Qdrant#

One can use Qdrant as the document store for DocumentArray. It is useful when one wants to have faster Document retrieval on embeddings, i.e. .match(), .find().

Tip

This feature requires qdrant-client. You can install it via pip install "docarray[qdrant]".

Usage#

Start Qdrant service#

To use Qdrant as the storage backend, you need a running Qdrant server. You can use the Qdrant Docker image to run a server. Create docker-compose.yml as follows:

---
version: '3.4'
services:
  qdrant:
    image: qdrant/qdrant:v0.7.0
    ports:
      - "6333:6333"
    ulimits: # Only required for tests, as there are a lot of collections created
      nofile:
        soft: 65535
        hard: 65535
...

Then

docker-compose up

Create DocumentArray with Qdrant backend#

Assuming service is started using the default configuration (i.e. server address is http://localhost:6333), one can instantiate a DocumentArray with Qdrant storage like so:

from docarray import DocumentArray

da = DocumentArray(storage='qdrant', config={'n_dim': 10})

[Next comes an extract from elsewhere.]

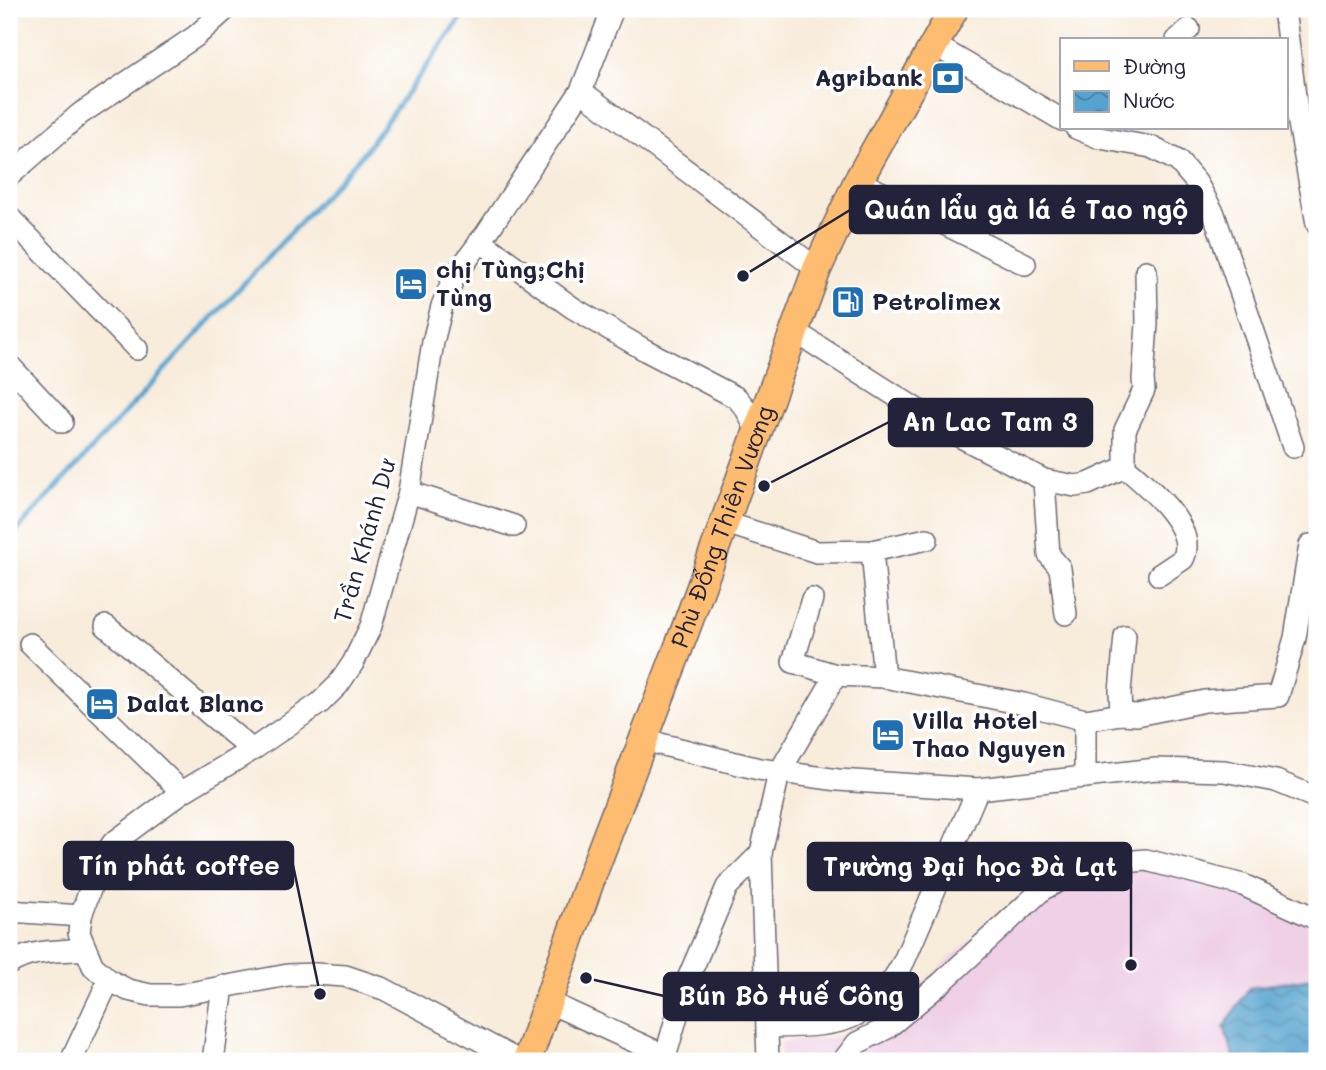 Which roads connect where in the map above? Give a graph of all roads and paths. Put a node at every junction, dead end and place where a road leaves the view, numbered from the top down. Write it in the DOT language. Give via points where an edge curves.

The usage would be the same as the ordinary DocumentArray.

To access a DocumentArray formerly persisted, one can specify the collection_name, the host and the port.

from docarray import DocumentArray

da = DocumentArray(
    storage='qdrant',
    config={
        'collection_name': 'persisted',
        'host': 'localhost',
        'port': '6333',
        'n_dim': 10,
    },
)

da.summary()

Note that specifying the n_dim is mandatory before using Qdrant as a backend for DocumentArray.

Other functions behave the same as in-memory DocumentArray.

Config#

The following configs can be set:

Name

Description

Default

n_dim

Number of dimensions of embeddings to be stored and retrieved

This is always required

collection_name

Qdrant collection name client

Random collection name generated

host

Hostname of the Qdrant server

‘localhost’

port

port of the Qdrant server

6333

distance

Distance metric to be used during search. Can be ‘cosine’, ‘dot’ or ‘euclidean’

‘cosine’

scroll_batch_size

batch size used when scrolling over the storage

64

ef_construct

Number of neighbours to consider during the index building. Larger the value - more accurate the search, more time required to build index.

None, defaults to the default value in Qdrant*

full_scan_threshold

Minimal amount of points for additional payload-based indexing.

None, defaults to the default value in Qdrant*

m

Number of edges per node in the index graph. Larger the value - more accurate the search, more space required.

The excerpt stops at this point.